Problem to work on:
Once the images are set aside, print the remaining lines below exactly.

(Collected data entries)
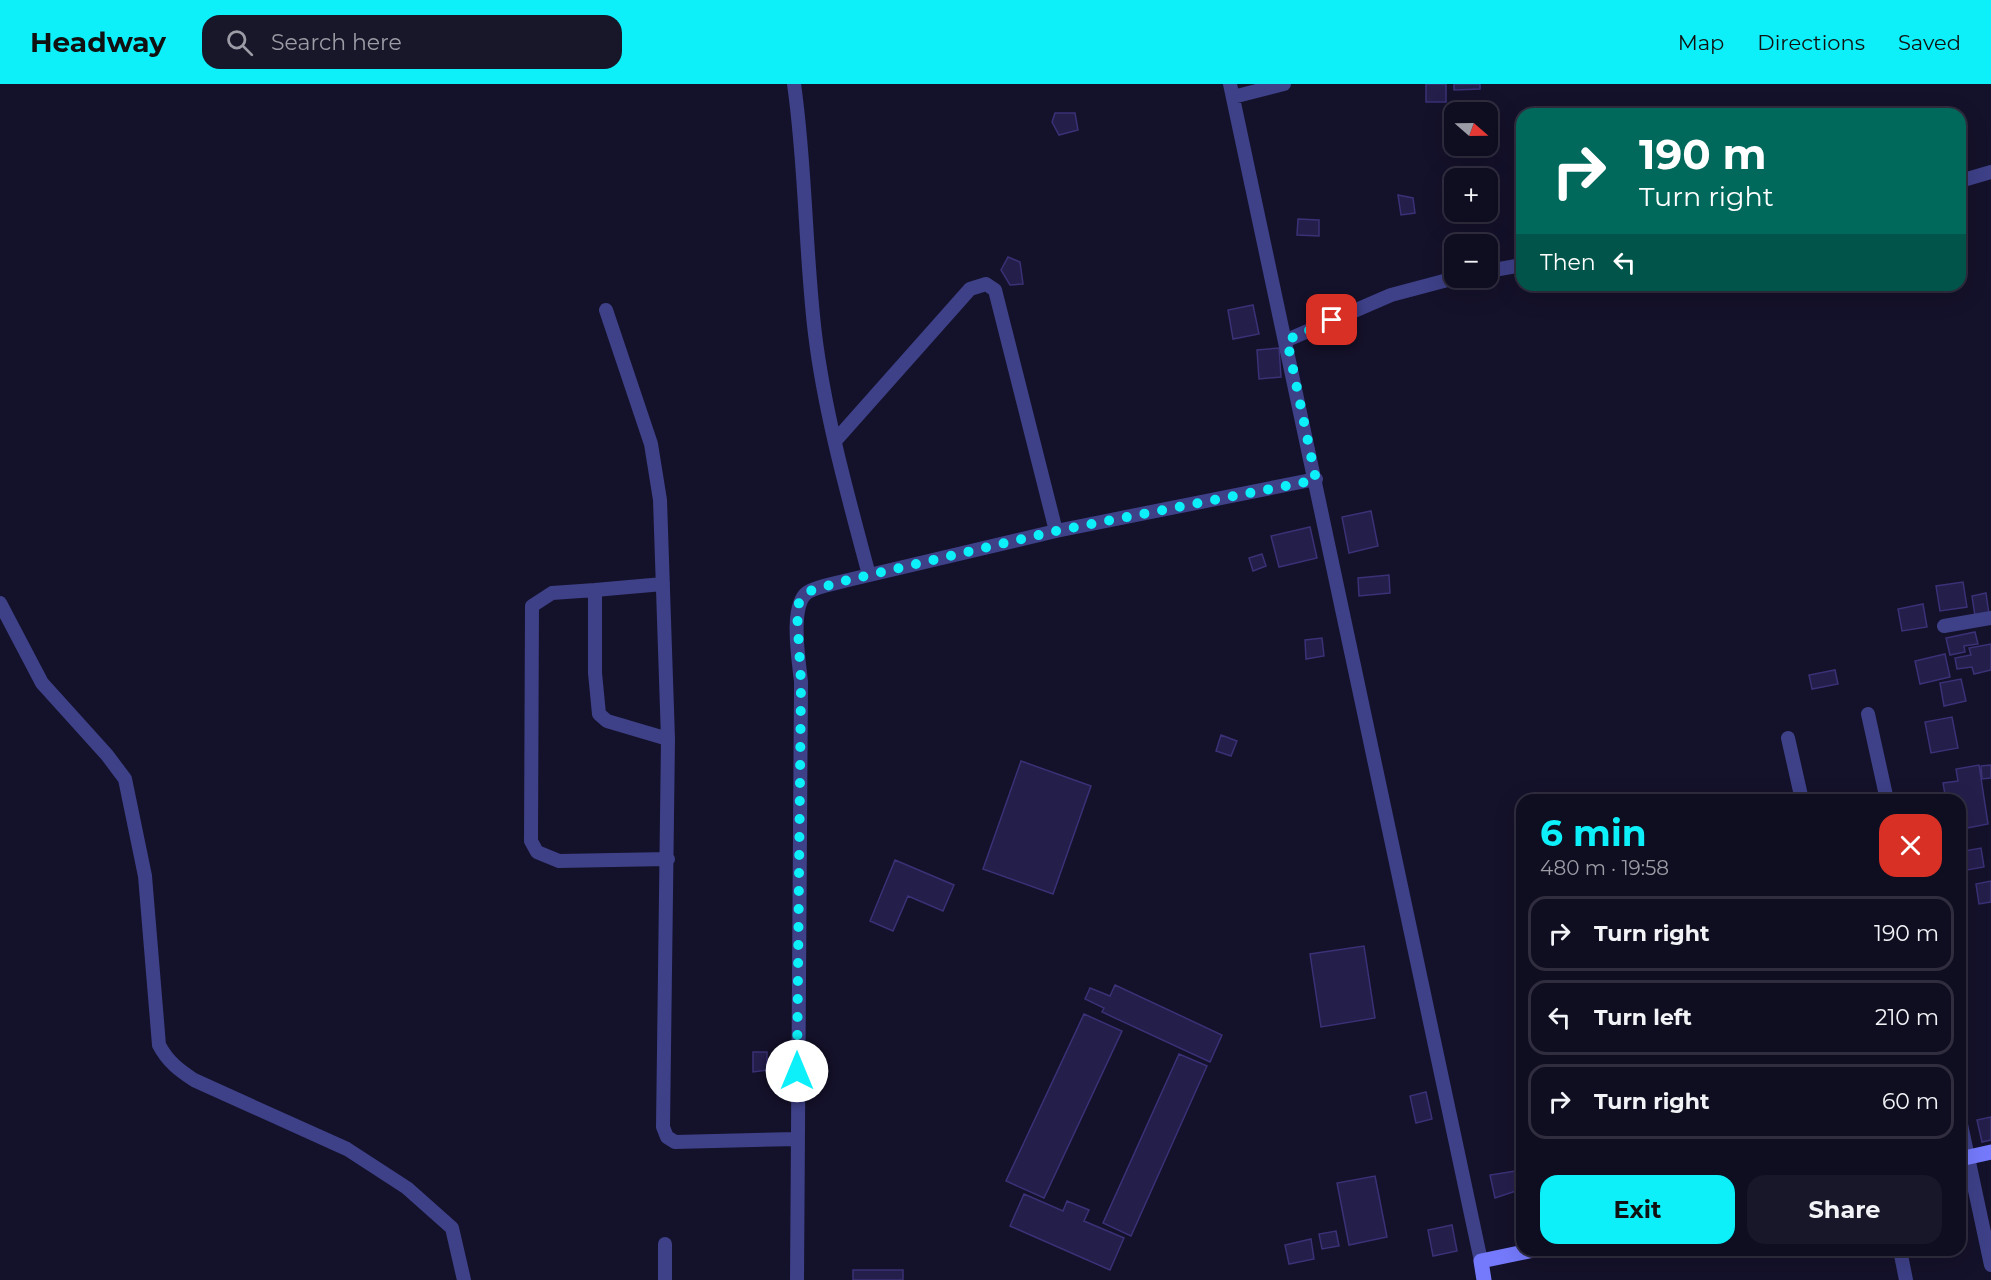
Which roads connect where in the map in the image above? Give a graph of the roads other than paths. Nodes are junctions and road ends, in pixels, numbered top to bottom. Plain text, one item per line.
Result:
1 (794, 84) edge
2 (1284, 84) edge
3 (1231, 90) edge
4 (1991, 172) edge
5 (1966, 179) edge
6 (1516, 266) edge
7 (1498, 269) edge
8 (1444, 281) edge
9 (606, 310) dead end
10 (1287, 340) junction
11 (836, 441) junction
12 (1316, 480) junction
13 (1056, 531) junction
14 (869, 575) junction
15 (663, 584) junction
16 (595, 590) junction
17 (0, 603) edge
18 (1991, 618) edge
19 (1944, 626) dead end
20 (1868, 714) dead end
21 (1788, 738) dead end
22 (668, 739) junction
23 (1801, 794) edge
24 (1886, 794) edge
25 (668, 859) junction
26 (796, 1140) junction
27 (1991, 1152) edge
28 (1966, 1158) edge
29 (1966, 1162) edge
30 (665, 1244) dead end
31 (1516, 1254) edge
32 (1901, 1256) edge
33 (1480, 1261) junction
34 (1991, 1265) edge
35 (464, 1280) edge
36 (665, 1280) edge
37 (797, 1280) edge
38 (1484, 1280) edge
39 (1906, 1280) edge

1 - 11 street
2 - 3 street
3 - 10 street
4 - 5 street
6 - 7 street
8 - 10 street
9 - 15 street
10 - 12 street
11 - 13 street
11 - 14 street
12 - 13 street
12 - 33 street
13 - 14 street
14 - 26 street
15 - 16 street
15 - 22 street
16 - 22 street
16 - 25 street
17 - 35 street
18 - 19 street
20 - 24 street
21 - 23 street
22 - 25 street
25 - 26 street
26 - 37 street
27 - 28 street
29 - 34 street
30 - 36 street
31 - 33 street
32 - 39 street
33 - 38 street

Task output:
Which roads connect where in the map in the image above? Give a graph of the roads other than paths. Nodes are junctions and road ends, in pixels, numbered top to bottom. Plain text, one item per line.
Result:
1 (794, 84) edge
2 (1284, 84) edge
3 (1231, 90) edge
4 (1991, 172) edge
5 (1966, 179) edge
6 (1516, 266) edge
7 (1498, 269) edge
8 (1444, 281) edge
9 (606, 310) dead end
10 (1287, 340) junction
11 (836, 441) junction
12 (1316, 480) junction
13 (1056, 531) junction
14 (869, 575) junction
15 (663, 584) junction
16 (595, 590) junction
17 (0, 603) edge
18 (1991, 618) edge
19 (1944, 626) dead end
20 (1868, 714) dead end
21 (1788, 738) dead end
22 (668, 739) junction
23 (1801, 794) edge
24 (1886, 794) edge
25 (668, 859) junction
26 (796, 1140) junction
27 (1991, 1152) edge
28 (1966, 1158) edge
29 (1966, 1162) edge
30 (665, 1244) dead end
31 (1516, 1254) edge
32 (1901, 1256) edge
33 (1480, 1261) junction
34 (1991, 1265) edge
35 (464, 1280) edge
36 (665, 1280) edge
37 (797, 1280) edge
38 (1484, 1280) edge
39 (1906, 1280) edge

1 - 11 street
2 - 3 street
3 - 10 street
4 - 5 street
6 - 7 street
8 - 10 street
9 - 15 street
10 - 12 street
11 - 13 street
11 - 14 street
12 - 13 street
12 - 33 street
13 - 14 street
14 - 26 street
15 - 16 street
15 - 22 street
16 - 22 street
16 - 25 street
17 - 35 street
18 - 19 street
20 - 24 street
21 - 23 street
22 - 25 street
25 - 26 street
26 - 37 street
27 - 28 street
29 - 34 street
30 - 36 street
31 - 33 street
32 - 39 street
33 - 38 street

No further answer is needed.